### WHAT IS NEEDED
Write out the listing, please, but only from its first line through the line containing "ring dip: (604, 641)", exactly as given and without pictures.

--- --- ---

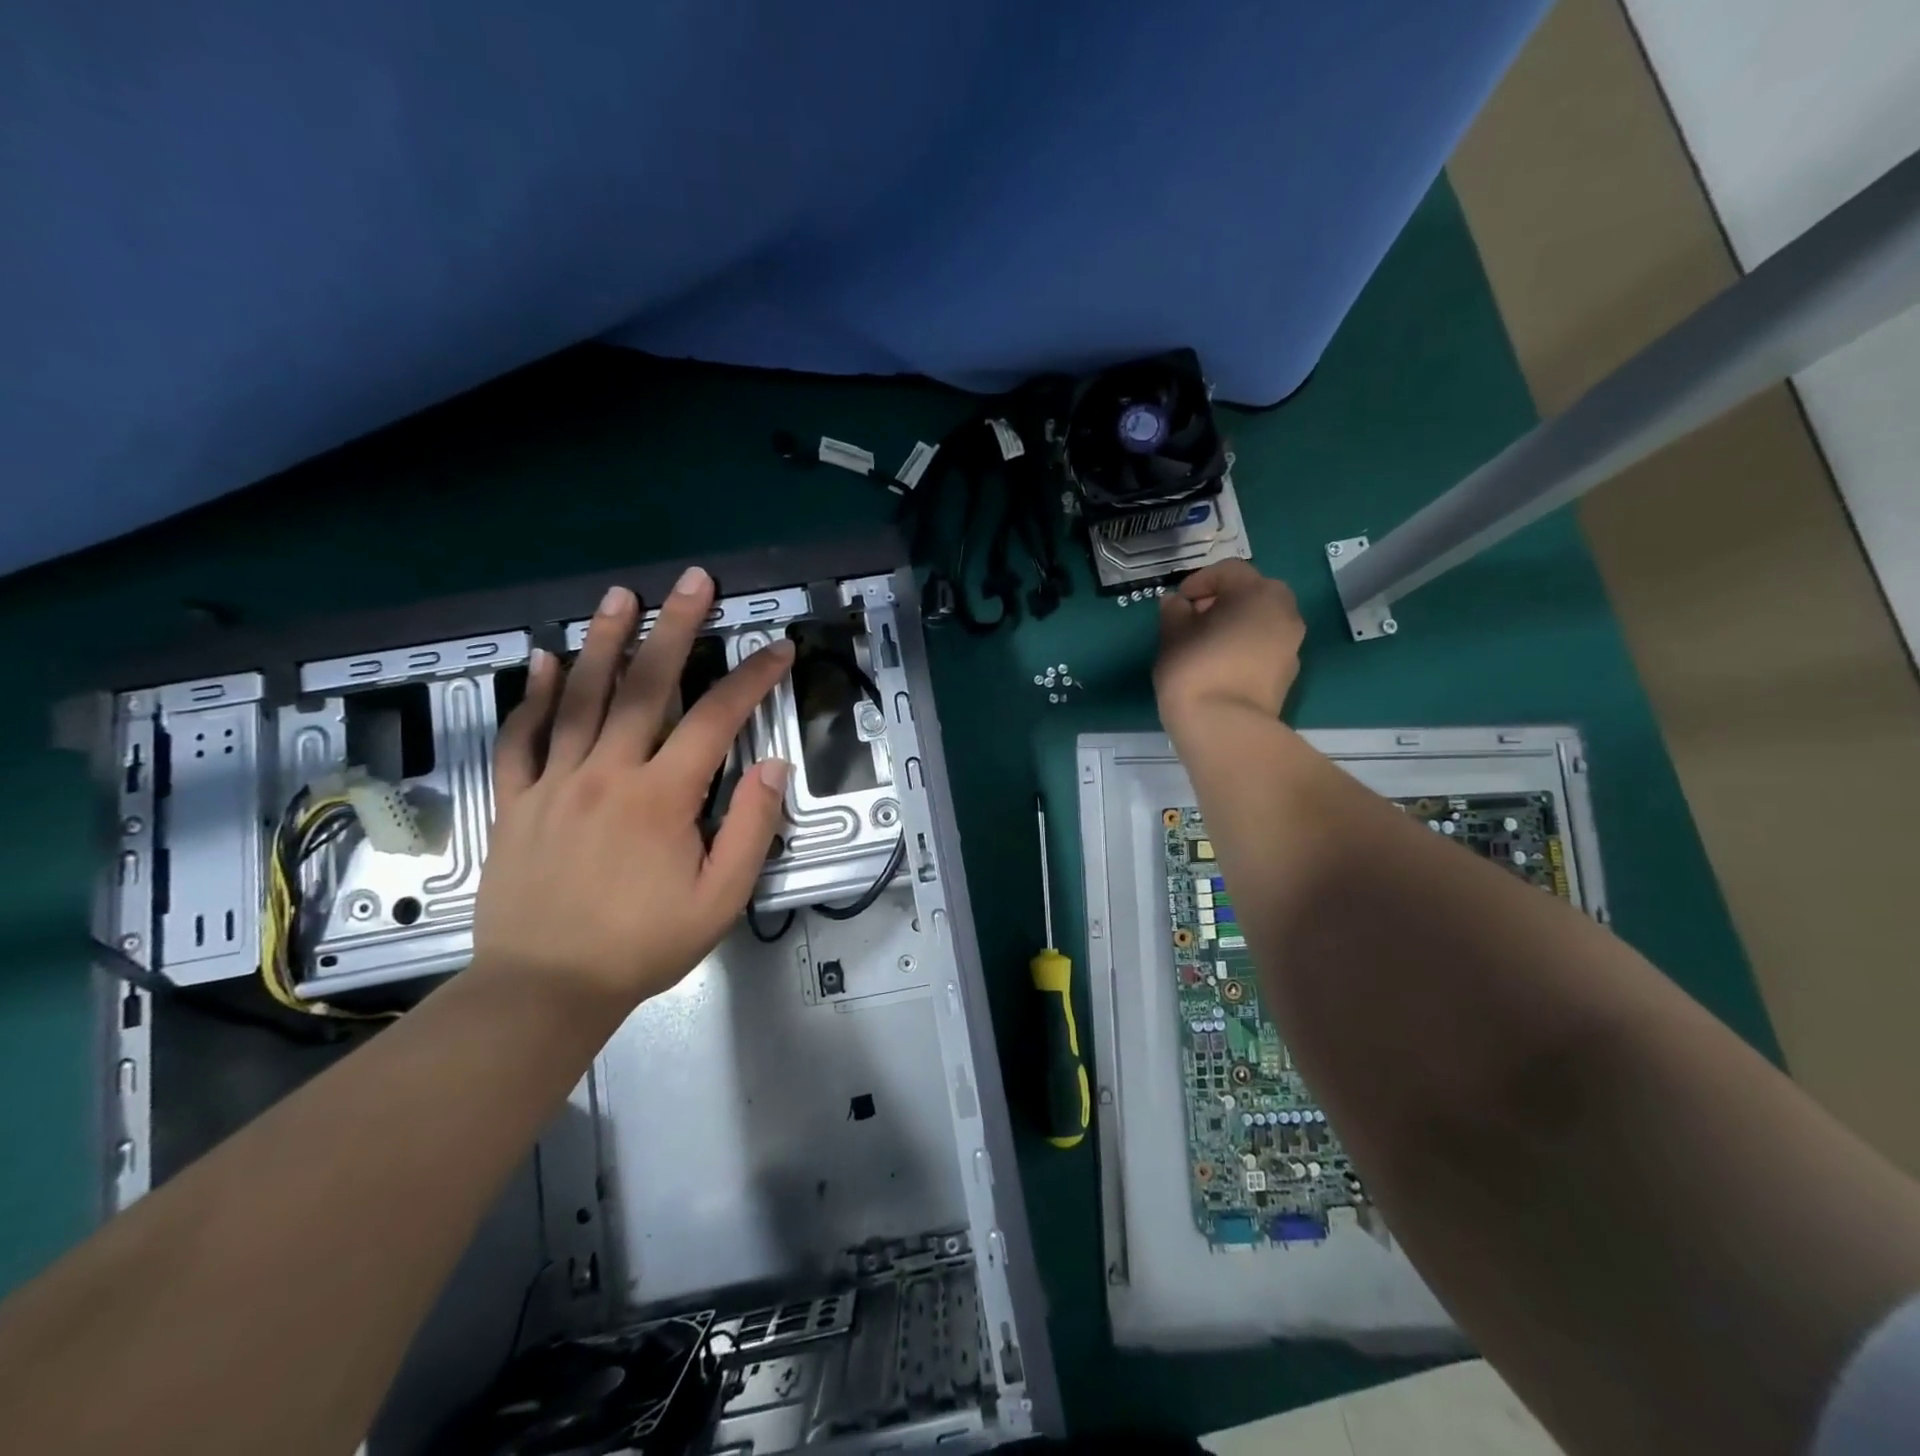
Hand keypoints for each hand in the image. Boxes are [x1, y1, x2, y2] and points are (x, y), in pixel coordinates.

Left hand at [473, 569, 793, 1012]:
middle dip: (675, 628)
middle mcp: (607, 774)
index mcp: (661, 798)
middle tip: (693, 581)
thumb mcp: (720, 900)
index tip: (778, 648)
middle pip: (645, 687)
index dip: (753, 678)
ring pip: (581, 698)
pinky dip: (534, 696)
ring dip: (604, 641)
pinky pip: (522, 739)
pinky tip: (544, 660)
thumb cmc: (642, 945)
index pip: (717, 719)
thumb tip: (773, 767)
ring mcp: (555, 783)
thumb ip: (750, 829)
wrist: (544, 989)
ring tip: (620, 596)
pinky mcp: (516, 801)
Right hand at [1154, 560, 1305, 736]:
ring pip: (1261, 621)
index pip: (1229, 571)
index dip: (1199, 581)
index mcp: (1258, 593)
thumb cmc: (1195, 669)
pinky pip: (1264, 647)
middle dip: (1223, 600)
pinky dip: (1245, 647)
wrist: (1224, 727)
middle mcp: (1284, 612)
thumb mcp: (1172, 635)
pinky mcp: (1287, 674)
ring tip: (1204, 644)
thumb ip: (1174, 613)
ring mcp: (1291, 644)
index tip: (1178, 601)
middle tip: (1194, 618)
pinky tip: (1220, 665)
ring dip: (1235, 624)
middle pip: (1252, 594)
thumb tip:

--- --- ---

### SOLUTION BELOW
Hand keypoints for each hand in the image. Boxes are [x1, y1, x2, y2] and points are (x, y), in pixel coordinates.

Left hand at [473, 569, 793, 1012]:
middle dip: (675, 628)
middle mcp: (607, 774)
index mcp: (661, 798)
middle tip: (693, 581)
thumb mcp: (720, 900)
index tip: (778, 648)
middle pip: (645, 687)
index dip: (753, 678)
ring pip: (581, 698)
pinky dip: (534, 696)
ring dip: (604, 641)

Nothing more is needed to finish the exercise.